About the Project
This project is one of the 2012 WISE Awards winners.
Low-income students struggle to access the quality instruction and support they need to be college-ready by the end of high school. Therefore, Cristo Rey ensures that all students, regardless of family income, are prepared to graduate from college and bring prosperity and value to themselves, their families, and their communities. To do so, a Cristo Rey school operates as both a school and a temporary employment agency where all students work. More than 1,800 corporate partners (including corporations, law and engineering firms, banks, hospitals, universities, and other professional businesses) employ a team of students who rotate one day on the entry-level job each week. The fee for the students’ services covers half of the cost of their education. This school year, 8,100 students in 26 schools are projected to earn $44 million to pay for their own private, college-preparatory education. Also, they will gain work skills that are unattainable in the classroom. By exposing the students to the rigorous expectations of the professional workplace, they: (1) acquire the skills and behaviors for success, (2) understand the relevance of their education in the classroom, and (3) re-imagine their futures to become college-educated professionals. As a result, Cristo Rey students are graduating from college at twice the rate of their peers from the same economic background.
Context and Issue
Less than one in 10 underserved youths in the USA graduates from college. The critical lever of change is, for all cities, to consider new ways of providing parents with quality educational choices and for high schools to train students for success in the world of work. Leading experts and policy makers have been unable to put in place sustainable, national initiatives to stem high dropout rates among young people from disadvantaged urban communities. A few inner-city, private schools have successfully educated low-income students. However, the cost is increasingly prohibitive for low-income families. It is important to tackle this challenge in order to begin breaking the cycle of poverty and using educational success to bring prosperity and value to young people, their families, and their communities.
Solution and Impact
Through the Corporate Work Study Program, Cristo Rey schools are transforming the educational landscape for low-income youths and serving as a critical lever of change in how corporate America can develop the workforce of the future at no cost to society. The work study model truly provides a new dimension for learning. Typically, to connect classroom learning to future careers, schools hold career fairs or bring in speakers. In contrast, Cristo Rey students work eight hours every week, for all four years of their high-school experience, in a professional setting, collaborating with doctors, lawyers, engineers, bankers, and other professionals.
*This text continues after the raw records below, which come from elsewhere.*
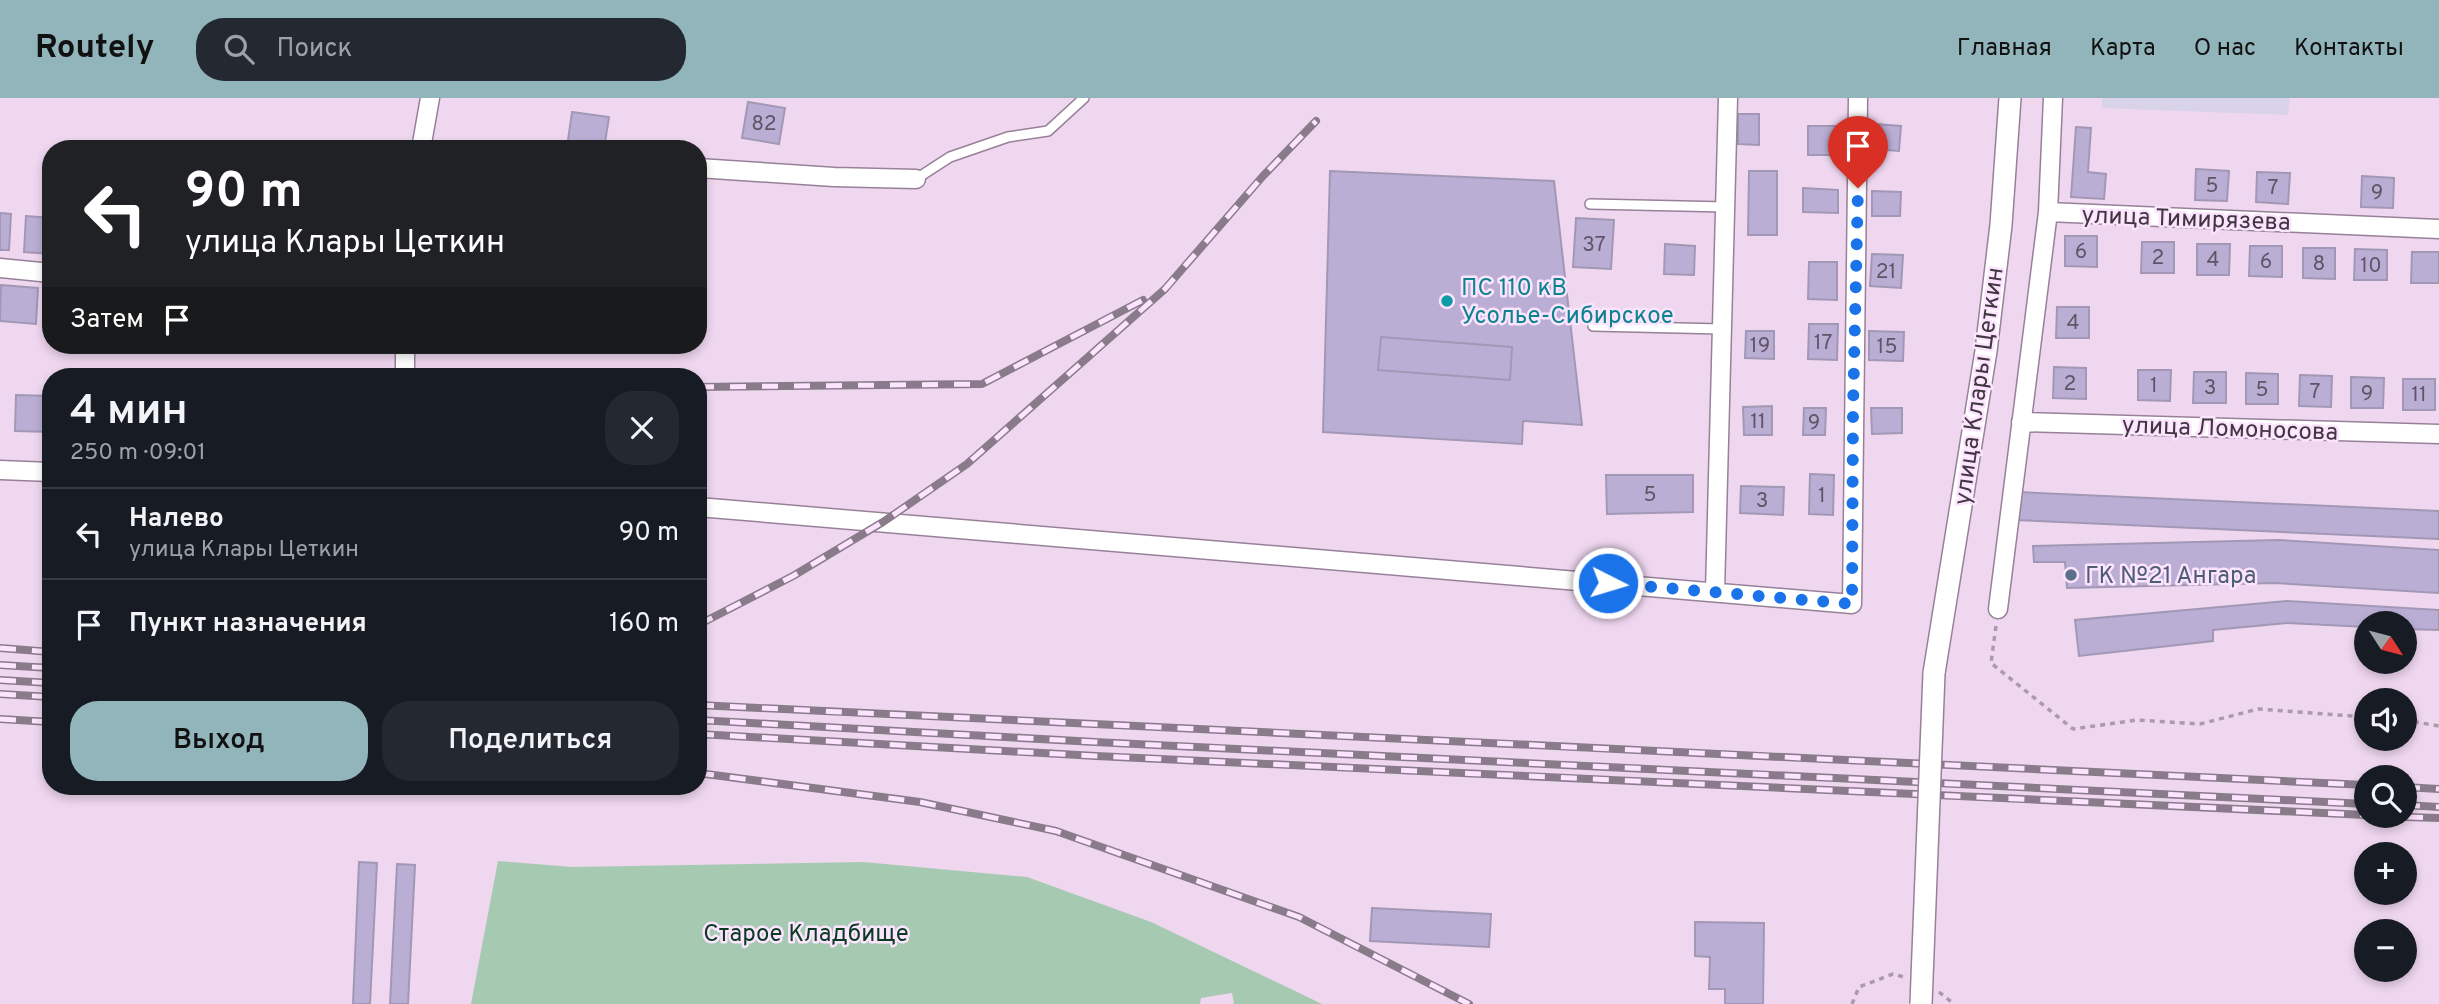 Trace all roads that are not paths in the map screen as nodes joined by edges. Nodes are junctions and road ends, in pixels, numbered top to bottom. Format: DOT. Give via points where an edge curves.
graph roads {
  1 [pos="430,98"];
  2 [pos="1084,98"];
  3 [pos="1728,98"];
  4 [pos="1858,98"];
  5 [pos="2010,98"];
  6 [pos="2053,98"];
  7 [pos="423,140"];
  8 [pos="707,169"];
  9 [pos="916,179"];
  10 [pos="1590,204"];
  11 [pos="1727,207"];
  12 [pos="2048,212"];
  13 [pos="2439,229"];
  14 [pos="0,268"];
  15 [pos="42,272"];
  16 [pos="1592,326"];
  17 [pos="1722,329"];
  18 [pos="2021,422"];
  19 [pos="2439,434"];
  20 [pos="0,470"];
  21 [pos="42,472"];
  22 [pos="707,508"];
  23 [pos="1715,592"];
  24 [pos="1998,609"];
  25 [pos="1928,996"];
  1 -- 7 [label="street"];
  2 -- 9 [label="lane" via="1048,131 1008,137 950,157"];
  3 -- 11 [label="street"];
  4 -- 23 [label="street" via="1852,604"];
  5 -- 25 [label="street, улица Клары Цеткин, bridge" via="1986,351 1934,673"];
  6 -- 12 [label="street, улица Тимирязева"];
  8 -- 9 [label="street"];
  10 -- 11 [label="lane"];
  11 -- 17 [label="street"];
  12 -- 13 [label="street, улица Тимирязева"];
  12 -- 18 [label="street"];
  14 -- 15 [label="street"];
  16 -- 17 [label="lane"];
  17 -- 23 [label="street"];
  18 -- 19 [label="street, улица Ломоносова"];
  18 -- 24 [label="street"];
  20 -- 21 [label="street"];
  22 -- 23 [label="street"];
}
The main strengths of the model are to:
1. Provide students with the opportunity to contribute financially to their education, which makes a private, quality education an affordable option for students and their families.
2. Reinforce in students the thinking strategies and lifelong learning behaviors emphasized in the classroom (such as precision and accuracy, complex reasoning, persistence with new tasks, and teaming and collaboration). These critical skills are necessary for success in college and the workplace.
3. Allow students to apply and make connections from the classroom to the world of work. As a result, Cristo Rey students re-envision their futures as college-educated employees.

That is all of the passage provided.